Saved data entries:
◆ ◆ ◆ ◆ ◆
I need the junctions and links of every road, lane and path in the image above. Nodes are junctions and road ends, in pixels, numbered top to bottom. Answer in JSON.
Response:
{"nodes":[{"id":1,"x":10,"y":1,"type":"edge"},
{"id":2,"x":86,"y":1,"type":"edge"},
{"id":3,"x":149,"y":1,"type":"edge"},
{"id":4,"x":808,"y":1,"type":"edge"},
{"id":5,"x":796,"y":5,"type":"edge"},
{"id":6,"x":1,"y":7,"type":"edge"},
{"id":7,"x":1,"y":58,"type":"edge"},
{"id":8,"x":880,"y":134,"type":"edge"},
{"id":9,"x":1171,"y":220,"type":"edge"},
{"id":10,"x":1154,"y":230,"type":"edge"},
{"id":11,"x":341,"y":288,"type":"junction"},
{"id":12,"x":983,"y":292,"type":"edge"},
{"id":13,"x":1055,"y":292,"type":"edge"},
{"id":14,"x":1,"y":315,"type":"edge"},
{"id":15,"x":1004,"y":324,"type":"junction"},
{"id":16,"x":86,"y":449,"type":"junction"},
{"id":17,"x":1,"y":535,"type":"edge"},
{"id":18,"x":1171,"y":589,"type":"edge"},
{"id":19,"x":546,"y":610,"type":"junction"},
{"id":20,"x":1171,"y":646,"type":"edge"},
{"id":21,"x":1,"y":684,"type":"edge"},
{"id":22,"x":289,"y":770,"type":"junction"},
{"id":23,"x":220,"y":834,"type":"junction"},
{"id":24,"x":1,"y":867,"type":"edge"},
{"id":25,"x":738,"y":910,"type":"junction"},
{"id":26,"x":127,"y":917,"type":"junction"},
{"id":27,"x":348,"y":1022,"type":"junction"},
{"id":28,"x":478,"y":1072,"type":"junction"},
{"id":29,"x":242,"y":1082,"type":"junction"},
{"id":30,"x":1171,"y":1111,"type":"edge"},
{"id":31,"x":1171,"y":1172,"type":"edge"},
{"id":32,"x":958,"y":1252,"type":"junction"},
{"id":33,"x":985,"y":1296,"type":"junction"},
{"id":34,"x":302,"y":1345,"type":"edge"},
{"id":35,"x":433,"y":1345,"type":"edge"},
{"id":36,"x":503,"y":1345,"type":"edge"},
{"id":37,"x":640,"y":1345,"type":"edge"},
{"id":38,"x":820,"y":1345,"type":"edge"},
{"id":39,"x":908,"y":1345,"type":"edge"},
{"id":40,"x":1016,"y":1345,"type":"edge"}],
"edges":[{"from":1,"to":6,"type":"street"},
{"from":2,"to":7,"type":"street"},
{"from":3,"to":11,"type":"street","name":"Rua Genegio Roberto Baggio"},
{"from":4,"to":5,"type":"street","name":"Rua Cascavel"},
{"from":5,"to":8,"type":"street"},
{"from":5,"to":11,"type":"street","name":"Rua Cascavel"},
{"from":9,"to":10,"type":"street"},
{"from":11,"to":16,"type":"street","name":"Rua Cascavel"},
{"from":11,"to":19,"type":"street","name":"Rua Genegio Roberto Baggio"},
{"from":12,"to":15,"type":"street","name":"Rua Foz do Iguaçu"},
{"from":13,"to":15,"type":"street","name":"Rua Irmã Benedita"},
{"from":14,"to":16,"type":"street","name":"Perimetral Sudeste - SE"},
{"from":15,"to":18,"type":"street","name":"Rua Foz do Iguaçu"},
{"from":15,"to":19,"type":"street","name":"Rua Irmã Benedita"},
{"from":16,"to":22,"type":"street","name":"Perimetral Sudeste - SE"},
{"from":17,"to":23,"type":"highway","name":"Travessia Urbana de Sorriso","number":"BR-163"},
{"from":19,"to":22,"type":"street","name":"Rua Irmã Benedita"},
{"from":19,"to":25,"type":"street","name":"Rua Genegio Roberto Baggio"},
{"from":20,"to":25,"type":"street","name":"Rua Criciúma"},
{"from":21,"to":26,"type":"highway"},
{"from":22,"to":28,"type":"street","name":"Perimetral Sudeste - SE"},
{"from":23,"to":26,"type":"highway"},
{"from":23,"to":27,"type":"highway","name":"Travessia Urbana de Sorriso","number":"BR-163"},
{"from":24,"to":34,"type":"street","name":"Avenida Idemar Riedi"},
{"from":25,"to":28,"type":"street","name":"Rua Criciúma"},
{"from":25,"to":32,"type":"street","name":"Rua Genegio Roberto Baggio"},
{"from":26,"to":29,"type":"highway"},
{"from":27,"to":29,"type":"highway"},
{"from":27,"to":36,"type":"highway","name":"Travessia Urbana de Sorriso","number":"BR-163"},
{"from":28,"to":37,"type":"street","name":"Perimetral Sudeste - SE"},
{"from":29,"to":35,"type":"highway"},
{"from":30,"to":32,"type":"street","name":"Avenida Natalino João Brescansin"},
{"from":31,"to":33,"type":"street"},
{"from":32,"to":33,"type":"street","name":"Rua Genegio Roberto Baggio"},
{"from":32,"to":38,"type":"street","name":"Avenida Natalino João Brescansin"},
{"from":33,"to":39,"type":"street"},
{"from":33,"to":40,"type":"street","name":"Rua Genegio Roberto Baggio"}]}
◆ ◆ ◆ ◆ ◆
Search the records for the word "Iguaçu" and copy out every line that holds it.

## Task result
{"from":12,"to":15,"type":"street","name":"Rua Foz do Iguaçu"},
{"from":15,"to":18,"type":"street","name":"Rua Foz do Iguaçu"},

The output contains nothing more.